■ **Material provided**:
________________________________________
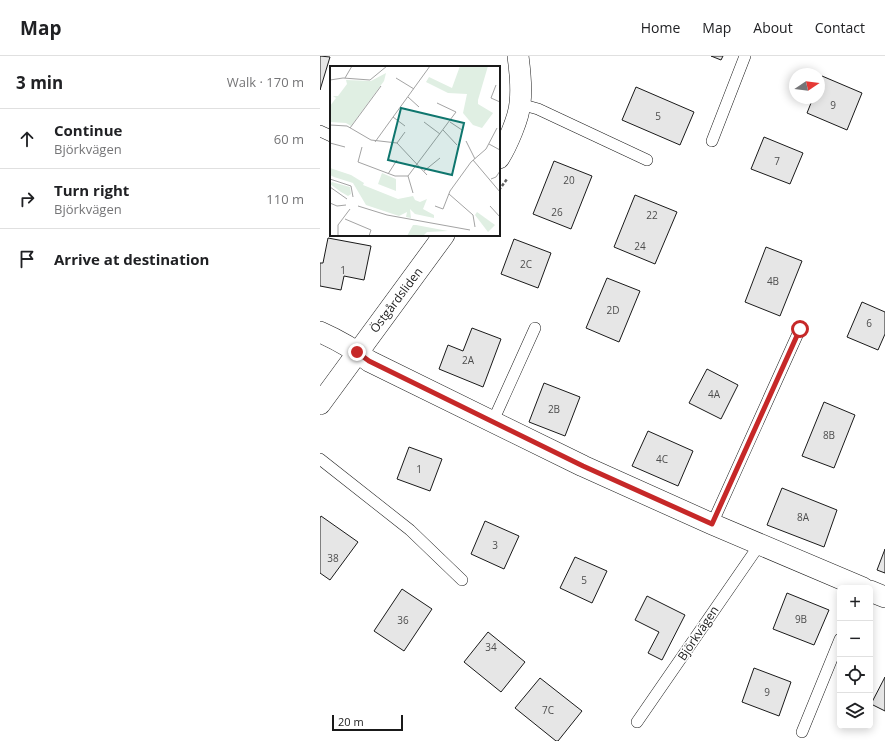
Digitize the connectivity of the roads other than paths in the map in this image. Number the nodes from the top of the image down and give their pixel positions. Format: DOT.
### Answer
graph roads {
  1 [pos="518,56"];
  2 [pos="745,56"];
  3 [pos="520,104"];
  4 [pos="320,131"];
  5 [pos="330,136"];
  6 [pos="712,141"];
  7 [pos="500,156"];
  8 [pos="647,160"];
  9 [pos="443,236"];
  10 [pos="535,328"];
  11 [pos="800,329"];
  12 [pos="320,332"];
  13 [pos="357,352"];
  14 [pos="320,404"];
  15 [pos="493,421"];
  16 [pos="320,459"];
  17 [pos="712,524"];
  18 [pos="760,544"];
  19 [pos="462,580"];
  20 [pos="855,585"];
  21 [pos="873,592"];
  22 [pos="885,597"];
  23 [pos="837,646"];
  24 [pos="637,722"];
  25 [pos="802,732"];
  1 -- 3 [label="street"];
  2 -- 6 [label="lane"];
  3 -- 7 [label="street"];
  3 -- 8 [label="lane"];
  4 -- 5 [label="lane"];
  9 -- 13 [label="street, Östgårdsliden"];
  10 -- 15 [label="lane"];
  11 -- 17 [label="lane"];
  12 -- 13 [label="street"];
  13 -- 14 [label="street, Östgårdsliden"];
  13 -- 15 [label="street"];
  15 -- 17 [label="street"];
  16 -- 19 [label="lane"];
  17 -- 18 [label="street"];
  18 -- 20 [label="street"];
  18 -- 24 [label="lane, Björkvägen"];
  21 -- 22 [label="street"];
  23 -- 25 [label="lane"];
}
________________________________________
■ **The problem**: From the first line to the last, set down the records above exactly and skip the pictures.

■ **Result**:
Digitize the connectivity of the roads other than paths in the map in this image. Number the nodes from the top of the image down and give their pixel positions. Format: DOT.
### Answer
graph roads {
  1 [pos="518,56"];
  2 [pos="745,56"];
  3 [pos="520,104"];
  4 [pos="320,131"];
  5 [pos="330,136"];
  6 [pos="712,141"];
  7 [pos="500,156"];
  8 [pos="647,160"];
  9 [pos="443,236"];
  10 [pos="535,328"];
  11 [pos="800,329"];
  12 [pos="320,332"];
  13 [pos="357,352"];
  14 [pos="320,404"];
  15 [pos="493,421"];
  16 [pos="320,459"];
  17 [pos="712,524"];
  18 [pos="760,544"];
  19 [pos="462,580"];
  20 [pos="855,585"];
  21 [pos="873,592"];
  22 [pos="885,597"];
  23 [pos="837,646"];
  24 [pos="637,722"];
  25 [pos="802,732"];
  1 -- 3 [label="street"];
  2 -- 6 [label="lane"];
  3 -- 7 [label="street"];
  3 -- 8 [label="lane"];
  4 -- 5 [label="lane"];
  9 -- 13 [label="street, Östgårdsliden"];
  10 -- 15 [label="lane"];
  11 -- 17 [label="lane"];
  12 -- 13 [label="street"];
  13 -- 14 [label="street, Östgårdsliden"];
  13 -- 15 [label="street"];
  15 -- 17 [label="street"];
  16 -- 19 [label="lane"];
  17 -- 18 [label="street"];
  18 -- 20 [label="street"];
  18 -- 24 [label="lane, Björkvägen"];
  21 -- 22 [label="street"];
  23 -- 25 [label="lane"];
}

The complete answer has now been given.